Looking and enjoying the sheer peace she felt holding Aradhya and accommodating her on the wheelchair, that’s me. How I wanted to see these pleasing frames of tenderness may eternally remain frozen. However hard I tried not to, these family portraits, reeled before me every day. Though, I bonded with her family for a brief period. Now, I’m considered a permanent icon, in gratefulness, that I helped madam in her hardest situations. I reconciled myself to remain as an empty frame without a deity; looking at noiseless, empty rooms, I grieve myself, ‘can I ever see the happiness bloom again in this home’?

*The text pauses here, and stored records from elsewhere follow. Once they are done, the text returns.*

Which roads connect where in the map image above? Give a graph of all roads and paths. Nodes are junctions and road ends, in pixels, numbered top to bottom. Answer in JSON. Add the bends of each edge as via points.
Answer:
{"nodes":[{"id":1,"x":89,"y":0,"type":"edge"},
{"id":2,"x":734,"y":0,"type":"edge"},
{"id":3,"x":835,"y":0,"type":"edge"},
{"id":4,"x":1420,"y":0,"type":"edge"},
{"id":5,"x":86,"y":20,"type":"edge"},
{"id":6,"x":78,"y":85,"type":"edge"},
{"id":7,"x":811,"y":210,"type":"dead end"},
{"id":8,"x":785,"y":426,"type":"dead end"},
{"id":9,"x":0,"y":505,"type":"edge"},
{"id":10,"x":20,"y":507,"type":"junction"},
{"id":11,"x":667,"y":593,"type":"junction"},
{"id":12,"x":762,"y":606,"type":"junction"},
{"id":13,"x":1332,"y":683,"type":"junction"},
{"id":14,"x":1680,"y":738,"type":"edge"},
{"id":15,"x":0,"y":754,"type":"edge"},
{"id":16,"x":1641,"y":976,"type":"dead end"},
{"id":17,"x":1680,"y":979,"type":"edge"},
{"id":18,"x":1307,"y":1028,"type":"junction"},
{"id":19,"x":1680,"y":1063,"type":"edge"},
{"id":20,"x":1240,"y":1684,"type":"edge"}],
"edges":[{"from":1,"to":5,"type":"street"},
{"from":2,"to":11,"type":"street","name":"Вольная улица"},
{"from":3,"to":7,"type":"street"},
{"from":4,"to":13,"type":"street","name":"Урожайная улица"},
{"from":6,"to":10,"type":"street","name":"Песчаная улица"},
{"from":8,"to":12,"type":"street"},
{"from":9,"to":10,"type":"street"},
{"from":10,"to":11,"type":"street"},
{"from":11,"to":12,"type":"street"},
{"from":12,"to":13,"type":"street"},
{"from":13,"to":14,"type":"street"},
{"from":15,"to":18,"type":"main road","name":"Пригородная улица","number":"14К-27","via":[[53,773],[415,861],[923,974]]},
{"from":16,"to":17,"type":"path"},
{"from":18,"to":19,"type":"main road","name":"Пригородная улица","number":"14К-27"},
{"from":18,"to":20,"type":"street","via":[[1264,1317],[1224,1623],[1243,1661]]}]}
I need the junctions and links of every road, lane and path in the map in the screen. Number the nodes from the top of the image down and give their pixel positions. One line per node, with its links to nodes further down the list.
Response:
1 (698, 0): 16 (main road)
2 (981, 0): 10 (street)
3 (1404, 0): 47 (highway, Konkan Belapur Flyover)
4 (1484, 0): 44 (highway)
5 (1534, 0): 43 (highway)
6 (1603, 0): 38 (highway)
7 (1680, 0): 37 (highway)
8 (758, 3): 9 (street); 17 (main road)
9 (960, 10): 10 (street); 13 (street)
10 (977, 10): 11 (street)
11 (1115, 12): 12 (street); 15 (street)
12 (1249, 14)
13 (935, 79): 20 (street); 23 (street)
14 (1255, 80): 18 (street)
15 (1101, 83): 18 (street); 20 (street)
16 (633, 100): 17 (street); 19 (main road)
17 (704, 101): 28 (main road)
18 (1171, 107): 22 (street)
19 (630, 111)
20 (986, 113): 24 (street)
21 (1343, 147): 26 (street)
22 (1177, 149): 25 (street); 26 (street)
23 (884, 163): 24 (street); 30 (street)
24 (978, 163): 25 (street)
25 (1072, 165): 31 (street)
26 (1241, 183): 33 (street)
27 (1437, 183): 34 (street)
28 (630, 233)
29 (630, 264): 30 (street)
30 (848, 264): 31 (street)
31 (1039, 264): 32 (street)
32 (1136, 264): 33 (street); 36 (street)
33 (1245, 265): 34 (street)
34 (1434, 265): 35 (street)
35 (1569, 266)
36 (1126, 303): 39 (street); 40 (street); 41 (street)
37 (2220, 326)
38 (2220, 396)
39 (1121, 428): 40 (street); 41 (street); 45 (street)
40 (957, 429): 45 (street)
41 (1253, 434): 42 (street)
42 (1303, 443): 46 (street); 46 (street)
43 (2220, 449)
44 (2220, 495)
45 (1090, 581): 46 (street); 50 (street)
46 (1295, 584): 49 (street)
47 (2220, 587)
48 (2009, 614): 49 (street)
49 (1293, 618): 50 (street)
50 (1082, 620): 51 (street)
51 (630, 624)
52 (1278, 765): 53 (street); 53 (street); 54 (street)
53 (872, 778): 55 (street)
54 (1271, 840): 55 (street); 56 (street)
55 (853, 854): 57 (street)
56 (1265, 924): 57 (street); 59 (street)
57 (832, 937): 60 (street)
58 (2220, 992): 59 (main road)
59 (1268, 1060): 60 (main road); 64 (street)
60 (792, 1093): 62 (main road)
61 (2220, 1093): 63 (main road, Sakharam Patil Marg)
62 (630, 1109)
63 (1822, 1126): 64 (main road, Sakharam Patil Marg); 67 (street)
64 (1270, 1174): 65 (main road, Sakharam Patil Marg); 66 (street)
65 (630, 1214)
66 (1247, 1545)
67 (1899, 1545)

On some evenings, her husband settles on a small sofa sitting next to me. He punishingly left alone, reading a book or leafing through a newspaper. I noticed, all at once, his face would turn dull as he peered outside the large glass windows as if reviewing the descending darkness, perhaps he is relating to something similar, what he is holding inside.
As the days zooming past, let me summarize the goings on.
Perhaps, as of now, I presume, my mom’s husband got used to ‘I’m on my own’ sort of situation. I find him on most days confronting the reality as soberly as his melancholic reminders permitted. Determined to bring back his past into a readable format, he reconciles himself sitting before the keyboard in late evenings, after work, collecting together the memories of his wife–Mani.